大肠杆菌中的蛋白在IPTG诱导下的表达操作步骤
时间:2023-02-03 阅读:550
蛋白的重组表达是指将外源基因克隆在含有特定启动子的表达载体中,让其在大肠杆菌中在IPTG的诱导下过量表达。
蛋白质纯化的第一步是在细胞宿主中表达蛋白质。制备的pET28-His6-GFP含有iptg诱导的His6-GFP。一旦细胞开始生长,将通过添加IPTG“诱导”它们制造蛋白质。然后将让它们继续生长并生产蛋白质几个小时,然后通过离心收集细胞。
材料
1mL过夜培养的由pET28-His6-GFP转化的BL21细胞
1000X 卡那霉素原液
100M IPTG储备液
50mL液体LB培养基
步骤
1. 在50mL LB中加入1000X卡那霉素,使最终浓度为1X。搅拌均匀。
2. 将过夜培养液1:100稀释到50mL LB中,并加入1X卡那霉素。在37°C摇晃培养。定期取1mL样品检查OD600(测量细菌浓度)。
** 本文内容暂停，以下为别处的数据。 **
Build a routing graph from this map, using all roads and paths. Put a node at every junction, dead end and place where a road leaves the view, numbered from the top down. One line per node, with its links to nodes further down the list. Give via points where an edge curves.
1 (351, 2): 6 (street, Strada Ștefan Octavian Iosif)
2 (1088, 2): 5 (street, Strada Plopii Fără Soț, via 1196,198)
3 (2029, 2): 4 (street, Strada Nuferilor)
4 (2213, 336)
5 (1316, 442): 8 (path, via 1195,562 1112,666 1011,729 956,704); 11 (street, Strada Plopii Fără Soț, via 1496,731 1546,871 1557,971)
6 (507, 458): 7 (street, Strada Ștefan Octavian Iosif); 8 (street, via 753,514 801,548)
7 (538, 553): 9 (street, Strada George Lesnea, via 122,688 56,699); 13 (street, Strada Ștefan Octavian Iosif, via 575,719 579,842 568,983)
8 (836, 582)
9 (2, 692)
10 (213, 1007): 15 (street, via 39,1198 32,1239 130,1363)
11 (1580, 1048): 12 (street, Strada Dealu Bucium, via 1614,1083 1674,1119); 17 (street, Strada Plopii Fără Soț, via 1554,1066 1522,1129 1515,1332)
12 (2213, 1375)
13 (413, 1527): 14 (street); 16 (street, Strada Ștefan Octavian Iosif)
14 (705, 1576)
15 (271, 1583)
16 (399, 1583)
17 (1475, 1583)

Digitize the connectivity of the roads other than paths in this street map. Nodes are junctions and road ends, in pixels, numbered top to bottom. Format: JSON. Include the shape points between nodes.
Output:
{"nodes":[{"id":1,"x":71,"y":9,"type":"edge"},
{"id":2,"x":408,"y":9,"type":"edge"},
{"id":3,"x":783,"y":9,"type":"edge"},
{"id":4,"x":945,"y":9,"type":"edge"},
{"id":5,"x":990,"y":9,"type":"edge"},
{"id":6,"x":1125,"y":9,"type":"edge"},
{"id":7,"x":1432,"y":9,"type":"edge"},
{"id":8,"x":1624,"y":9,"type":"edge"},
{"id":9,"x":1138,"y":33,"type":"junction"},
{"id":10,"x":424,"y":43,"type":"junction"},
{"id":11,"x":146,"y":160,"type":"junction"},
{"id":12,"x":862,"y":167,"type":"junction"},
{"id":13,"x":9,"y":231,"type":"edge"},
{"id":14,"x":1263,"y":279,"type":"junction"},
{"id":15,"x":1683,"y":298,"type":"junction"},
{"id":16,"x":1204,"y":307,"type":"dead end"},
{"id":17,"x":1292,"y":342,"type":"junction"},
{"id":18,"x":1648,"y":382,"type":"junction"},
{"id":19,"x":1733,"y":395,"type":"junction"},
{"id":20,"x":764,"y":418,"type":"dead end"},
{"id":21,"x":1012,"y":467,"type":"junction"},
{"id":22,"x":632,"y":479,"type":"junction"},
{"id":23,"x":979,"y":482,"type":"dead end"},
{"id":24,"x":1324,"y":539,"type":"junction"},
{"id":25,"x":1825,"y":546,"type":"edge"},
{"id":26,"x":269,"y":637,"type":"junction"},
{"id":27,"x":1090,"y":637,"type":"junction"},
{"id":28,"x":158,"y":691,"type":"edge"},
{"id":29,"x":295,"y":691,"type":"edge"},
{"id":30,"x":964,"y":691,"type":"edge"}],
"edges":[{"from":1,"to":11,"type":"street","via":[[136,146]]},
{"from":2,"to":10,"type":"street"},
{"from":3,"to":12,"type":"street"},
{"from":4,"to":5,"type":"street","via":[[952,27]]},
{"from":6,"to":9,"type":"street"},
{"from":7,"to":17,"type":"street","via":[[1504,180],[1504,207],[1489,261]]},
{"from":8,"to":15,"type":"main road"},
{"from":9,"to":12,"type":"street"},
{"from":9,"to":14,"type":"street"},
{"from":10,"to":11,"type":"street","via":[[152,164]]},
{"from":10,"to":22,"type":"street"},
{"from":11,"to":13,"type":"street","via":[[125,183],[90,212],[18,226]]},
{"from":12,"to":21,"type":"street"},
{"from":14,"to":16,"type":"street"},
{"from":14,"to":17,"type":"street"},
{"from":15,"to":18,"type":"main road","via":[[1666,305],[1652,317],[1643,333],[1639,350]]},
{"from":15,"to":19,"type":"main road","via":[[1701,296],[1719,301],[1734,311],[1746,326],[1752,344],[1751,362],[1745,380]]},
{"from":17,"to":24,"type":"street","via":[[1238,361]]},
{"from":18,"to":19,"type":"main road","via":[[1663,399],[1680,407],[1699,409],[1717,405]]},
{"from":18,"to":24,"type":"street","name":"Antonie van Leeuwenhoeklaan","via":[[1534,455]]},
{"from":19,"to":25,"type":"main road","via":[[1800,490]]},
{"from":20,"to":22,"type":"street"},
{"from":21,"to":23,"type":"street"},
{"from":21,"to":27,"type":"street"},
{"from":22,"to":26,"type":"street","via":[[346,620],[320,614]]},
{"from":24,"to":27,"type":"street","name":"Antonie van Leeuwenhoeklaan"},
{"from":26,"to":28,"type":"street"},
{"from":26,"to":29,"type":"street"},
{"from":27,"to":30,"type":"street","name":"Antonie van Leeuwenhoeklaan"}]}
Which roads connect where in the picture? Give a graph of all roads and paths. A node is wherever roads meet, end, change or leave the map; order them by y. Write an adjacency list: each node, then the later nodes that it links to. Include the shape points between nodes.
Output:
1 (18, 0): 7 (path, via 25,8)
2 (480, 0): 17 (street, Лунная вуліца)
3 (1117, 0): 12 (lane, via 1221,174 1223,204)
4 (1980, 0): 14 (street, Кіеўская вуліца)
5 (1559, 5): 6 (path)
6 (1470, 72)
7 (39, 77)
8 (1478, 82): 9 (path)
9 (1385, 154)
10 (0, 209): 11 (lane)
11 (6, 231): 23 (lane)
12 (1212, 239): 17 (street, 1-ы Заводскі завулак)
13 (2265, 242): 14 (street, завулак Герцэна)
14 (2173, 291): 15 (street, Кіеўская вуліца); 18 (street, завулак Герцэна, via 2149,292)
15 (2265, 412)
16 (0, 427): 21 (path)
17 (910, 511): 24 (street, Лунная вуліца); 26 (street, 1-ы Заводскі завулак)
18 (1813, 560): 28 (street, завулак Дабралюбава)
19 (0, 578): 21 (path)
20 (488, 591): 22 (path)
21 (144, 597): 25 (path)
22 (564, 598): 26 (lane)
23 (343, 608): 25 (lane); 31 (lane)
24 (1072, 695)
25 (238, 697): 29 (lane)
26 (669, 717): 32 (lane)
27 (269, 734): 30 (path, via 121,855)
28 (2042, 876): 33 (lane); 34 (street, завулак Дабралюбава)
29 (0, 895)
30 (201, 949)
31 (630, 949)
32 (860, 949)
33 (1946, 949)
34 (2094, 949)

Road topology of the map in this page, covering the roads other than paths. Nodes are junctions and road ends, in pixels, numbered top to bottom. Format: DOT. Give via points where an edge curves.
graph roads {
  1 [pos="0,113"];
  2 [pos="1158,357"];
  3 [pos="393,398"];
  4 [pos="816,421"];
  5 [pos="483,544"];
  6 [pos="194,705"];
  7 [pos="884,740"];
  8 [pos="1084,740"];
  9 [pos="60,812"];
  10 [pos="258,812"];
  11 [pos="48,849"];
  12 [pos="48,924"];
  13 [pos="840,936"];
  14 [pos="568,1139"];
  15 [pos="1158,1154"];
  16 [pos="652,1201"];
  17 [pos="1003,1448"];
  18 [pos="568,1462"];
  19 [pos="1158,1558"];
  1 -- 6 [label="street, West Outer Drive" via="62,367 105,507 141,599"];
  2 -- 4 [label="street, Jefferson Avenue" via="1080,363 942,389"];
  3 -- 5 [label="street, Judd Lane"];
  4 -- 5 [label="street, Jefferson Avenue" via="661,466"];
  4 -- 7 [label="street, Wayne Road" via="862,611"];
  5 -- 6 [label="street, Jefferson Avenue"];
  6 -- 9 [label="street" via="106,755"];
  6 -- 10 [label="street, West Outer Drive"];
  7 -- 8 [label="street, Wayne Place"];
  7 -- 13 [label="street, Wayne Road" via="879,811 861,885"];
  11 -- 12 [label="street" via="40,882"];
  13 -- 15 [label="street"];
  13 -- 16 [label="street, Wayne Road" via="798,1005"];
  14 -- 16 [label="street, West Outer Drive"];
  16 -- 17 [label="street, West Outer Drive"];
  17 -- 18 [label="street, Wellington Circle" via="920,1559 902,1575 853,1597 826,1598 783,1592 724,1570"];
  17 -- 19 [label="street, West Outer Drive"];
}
3. 当OD600达到0.6-1.0(大约2小时)时,将IPTG加入,最终浓度为500µM。这将诱导His6-GFP蛋白的表达。
4. 将培养液在37°C摇晃16-24小时,使其生长并表达GFP。请注意,在某些情况下,诱导后降低温度可能有助于蛋白质折叠。
5. 16-24小时后,将培养液倒入50mL锥形管中。
6. 将颗粒细胞在离心机中以4000g旋转10分钟。记得要平衡离心机!
7. 将上清液倒入废液容器中(靠近水槽)。我们将漂白介质,以确保介质中残留的细菌在排入下水道之前被杀死。
8. 冷冻细胞颗粒,直到准备好开始蛋白质纯化。